> **EXERCISE DIRECTIONS**:
Copy each entry below exactly as it reads.

BEGIN RECORDS FOR THE TASK

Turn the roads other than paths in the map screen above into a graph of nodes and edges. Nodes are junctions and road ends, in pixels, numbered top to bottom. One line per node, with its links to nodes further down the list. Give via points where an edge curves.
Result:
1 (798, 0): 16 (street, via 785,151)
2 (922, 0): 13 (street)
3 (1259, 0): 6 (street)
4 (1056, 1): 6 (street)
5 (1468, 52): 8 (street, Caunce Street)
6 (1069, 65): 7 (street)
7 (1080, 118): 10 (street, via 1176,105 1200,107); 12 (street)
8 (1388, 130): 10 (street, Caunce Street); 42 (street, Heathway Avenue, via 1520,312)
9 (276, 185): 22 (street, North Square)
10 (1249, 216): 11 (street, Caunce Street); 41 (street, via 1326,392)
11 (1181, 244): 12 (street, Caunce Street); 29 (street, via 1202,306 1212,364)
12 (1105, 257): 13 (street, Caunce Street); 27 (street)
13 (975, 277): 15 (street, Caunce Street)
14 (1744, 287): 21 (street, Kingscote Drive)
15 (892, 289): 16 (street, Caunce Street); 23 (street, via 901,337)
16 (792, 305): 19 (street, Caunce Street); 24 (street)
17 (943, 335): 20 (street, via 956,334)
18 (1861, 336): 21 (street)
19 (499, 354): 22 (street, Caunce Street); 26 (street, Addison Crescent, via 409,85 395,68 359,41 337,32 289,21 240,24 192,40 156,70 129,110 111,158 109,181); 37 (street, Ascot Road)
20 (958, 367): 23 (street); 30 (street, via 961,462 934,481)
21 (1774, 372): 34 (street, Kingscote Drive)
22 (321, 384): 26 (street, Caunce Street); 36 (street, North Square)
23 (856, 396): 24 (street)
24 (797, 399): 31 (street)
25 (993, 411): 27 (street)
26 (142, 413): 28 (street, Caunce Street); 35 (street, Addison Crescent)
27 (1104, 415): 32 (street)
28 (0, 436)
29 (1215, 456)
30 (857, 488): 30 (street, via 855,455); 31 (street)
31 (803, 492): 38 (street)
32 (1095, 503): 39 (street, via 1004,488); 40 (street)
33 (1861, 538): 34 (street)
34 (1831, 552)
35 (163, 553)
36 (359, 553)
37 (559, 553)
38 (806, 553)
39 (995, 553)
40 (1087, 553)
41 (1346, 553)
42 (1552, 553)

END RECORDS FOR THE TASK

> **RESPONSE TO THE TASK**:
Turn the roads other than paths in the map screen above into a graph of nodes and edges. Nodes are junctions and road ends, in pixels, numbered top to bottom. One line per node, with its links to nodes further down the list. Give via points where an edge curves.
Result:
1 (798, 0): 16 (street, via 785,151)
2 (922, 0): 13 (street)
3 (1259, 0): 6 (street)
4 (1056, 1): 6 (street)
5 (1468, 52): 8 (street, Caunce Street)
6 (1069, 65): 7 (street)
7 (1080, 118): 10 (street, via 1176,105 1200,107); 12 (street)
8 (1388, 130): 10 (street, Caunce Street); 42 (street, Heathway Avenue, via 1520,312)
9 (276, 185): 22 (street, North Square)
10 (1249, 216): 11 (street, Caunce Street); 41 (street, via 1326,392)
11 (1181, 244): 12 (street, Caunce Street); 29 (street, via 1202,306 1212,364)
12 (1105, 257): 13 (street, Caunce Street); 27 (street)
13 (975, 277): 15 (street, Caunce Street)
14 (1744, 287): 21 (street, Kingscote Drive)
15 (892, 289): 16 (street, Caunce Street); 23 (street, via 901,337)
16 (792, 305): 19 (street, Caunce Street); 24 (street)
17 (943, 335): 20 (street, via 956,334)
18 (1861, 336): 21 (street)
19 (499, 354): 22 (street, Caunce Street); 26 (street, Addison Crescent, via 409,85 395,68 359,41 337,32 289,21 240,24 192,40 156,70 129,110 111,158 109,181); 37 (street, Ascot Road)
20 (958, 367): 23 (street); 30 (street, via 961,462 934,481)
21 (1774, 372): 34 (street, Kingscote Drive)
22 (321, 384): 26 (street, Caunce Street); 36 (street, North Square)
23 (856, 396): 24 (street)
24 (797, 399): 31 (street)
25 (993, 411): 27 (street)
26 (142, 413): 28 (street, Caunce Street); 35 (street, Addison Crescent)
27 (1104, 415): 32 (street)
28 (0, 436)
29 (1215, 456)
30 (857, 488): 30 (street, via 855,455); 31 (street)
31 (803, 492): 38 (street)
32 (1095, 503): 39 (street, via 1004,488); 40 (street)
33 (1861, 538): 34 (street)
34 (1831, 552)
35 (163, 553)
36 (359, 553)
37 (559, 553)
38 (806, 553)
39 (995, 553)
40 (1087, 553)
41 (1346, 553)
42 (1552, 553)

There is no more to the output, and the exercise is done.